> **Instructions to follow**
Would you copy all lines in the data that contain the word "main"?
*** Data under study ***
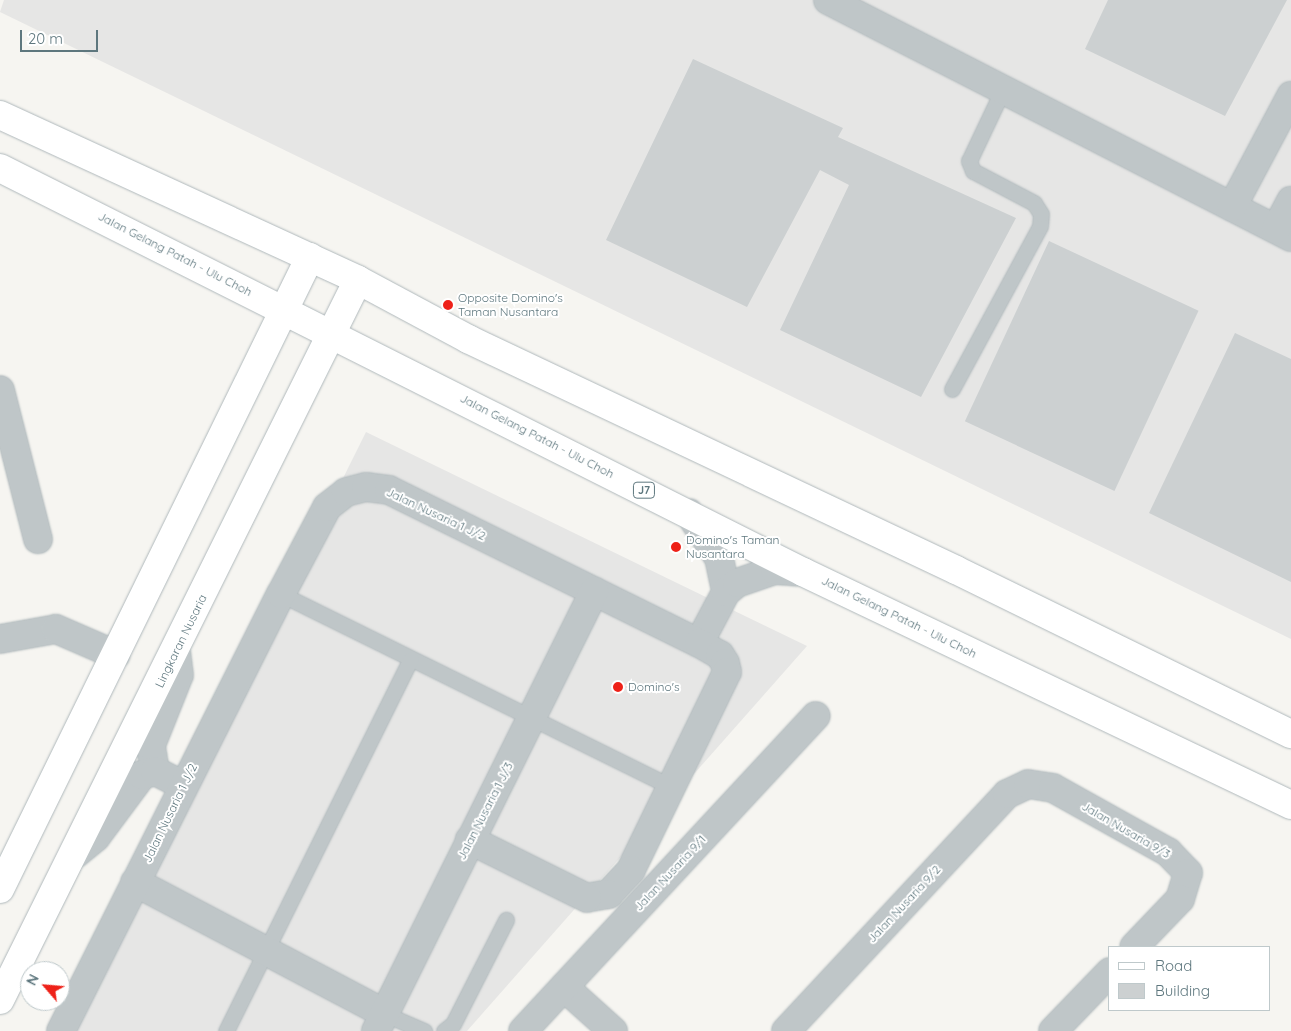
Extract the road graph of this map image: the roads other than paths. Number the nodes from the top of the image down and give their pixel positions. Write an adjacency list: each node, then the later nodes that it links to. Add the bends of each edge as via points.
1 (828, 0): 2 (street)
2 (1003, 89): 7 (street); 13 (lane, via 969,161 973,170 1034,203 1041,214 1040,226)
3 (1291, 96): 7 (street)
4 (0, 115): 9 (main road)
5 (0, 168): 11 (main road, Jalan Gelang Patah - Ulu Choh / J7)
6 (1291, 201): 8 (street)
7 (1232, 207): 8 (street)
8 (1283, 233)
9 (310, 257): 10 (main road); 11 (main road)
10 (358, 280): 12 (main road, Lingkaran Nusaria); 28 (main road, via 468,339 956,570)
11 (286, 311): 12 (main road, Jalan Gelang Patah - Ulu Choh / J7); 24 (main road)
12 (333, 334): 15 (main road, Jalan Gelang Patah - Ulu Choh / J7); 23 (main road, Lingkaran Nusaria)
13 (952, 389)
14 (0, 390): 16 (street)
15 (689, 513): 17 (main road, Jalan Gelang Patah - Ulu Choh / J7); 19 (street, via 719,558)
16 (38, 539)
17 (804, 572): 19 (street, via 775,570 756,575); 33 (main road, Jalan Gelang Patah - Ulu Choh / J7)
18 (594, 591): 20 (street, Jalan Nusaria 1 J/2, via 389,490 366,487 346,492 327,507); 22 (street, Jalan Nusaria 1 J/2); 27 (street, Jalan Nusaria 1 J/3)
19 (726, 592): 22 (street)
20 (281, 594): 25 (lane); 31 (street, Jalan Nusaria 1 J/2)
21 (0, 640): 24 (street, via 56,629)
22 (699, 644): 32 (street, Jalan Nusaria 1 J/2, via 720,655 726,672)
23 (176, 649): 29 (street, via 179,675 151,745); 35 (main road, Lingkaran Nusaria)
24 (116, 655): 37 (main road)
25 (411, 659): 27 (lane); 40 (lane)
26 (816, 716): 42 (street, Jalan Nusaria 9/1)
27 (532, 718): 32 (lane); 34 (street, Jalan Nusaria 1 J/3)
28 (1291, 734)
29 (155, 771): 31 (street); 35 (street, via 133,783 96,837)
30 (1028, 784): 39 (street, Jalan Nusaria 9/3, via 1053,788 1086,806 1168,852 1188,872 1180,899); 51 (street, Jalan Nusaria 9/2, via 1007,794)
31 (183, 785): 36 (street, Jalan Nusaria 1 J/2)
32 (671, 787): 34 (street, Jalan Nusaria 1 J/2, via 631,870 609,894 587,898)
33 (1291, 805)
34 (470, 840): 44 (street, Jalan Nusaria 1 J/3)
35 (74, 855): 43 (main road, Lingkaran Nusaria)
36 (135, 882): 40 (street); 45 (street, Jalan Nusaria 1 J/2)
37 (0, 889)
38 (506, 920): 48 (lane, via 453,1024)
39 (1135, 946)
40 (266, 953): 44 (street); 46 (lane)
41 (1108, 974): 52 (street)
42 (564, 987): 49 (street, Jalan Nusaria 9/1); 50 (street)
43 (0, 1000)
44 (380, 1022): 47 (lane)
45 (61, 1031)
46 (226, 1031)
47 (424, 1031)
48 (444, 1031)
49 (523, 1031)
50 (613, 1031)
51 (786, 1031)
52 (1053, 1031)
*** End of Data under study ***
> **Finished exercise**
4 (0, 115): 9 (main road)
5 (0, 168): 11 (main road, Jalan Gelang Patah - Ulu Choh / J7)
9 (310, 257): 10 (main road); 11 (main road)
10 (358, 280): 12 (main road, Lingkaran Nusaria); 28 (main road, via 468,339 956,570)
11 (286, 311): 12 (main road, Jalan Gelang Patah - Ulu Choh / J7); 24 (main road)
12 (333, 334): 15 (main road, Jalan Gelang Patah - Ulu Choh / J7); 23 (main road, Lingkaran Nusaria)
15 (689, 513): 17 (main road, Jalan Gelang Patah - Ulu Choh / J7); 19 (street, via 719,558)
17 (804, 572): 19 (street, via 775,570 756,575); 33 (main road, Jalan Gelang Patah - Ulu Choh / J7)
23 (176, 649): 29 (street, via 179,675 151,745); 35 (main road, Lingkaran Nusaria)
24 (116, 655): 37 (main road)
35 (74, 855): 43 (main road, Lingkaran Nusaria)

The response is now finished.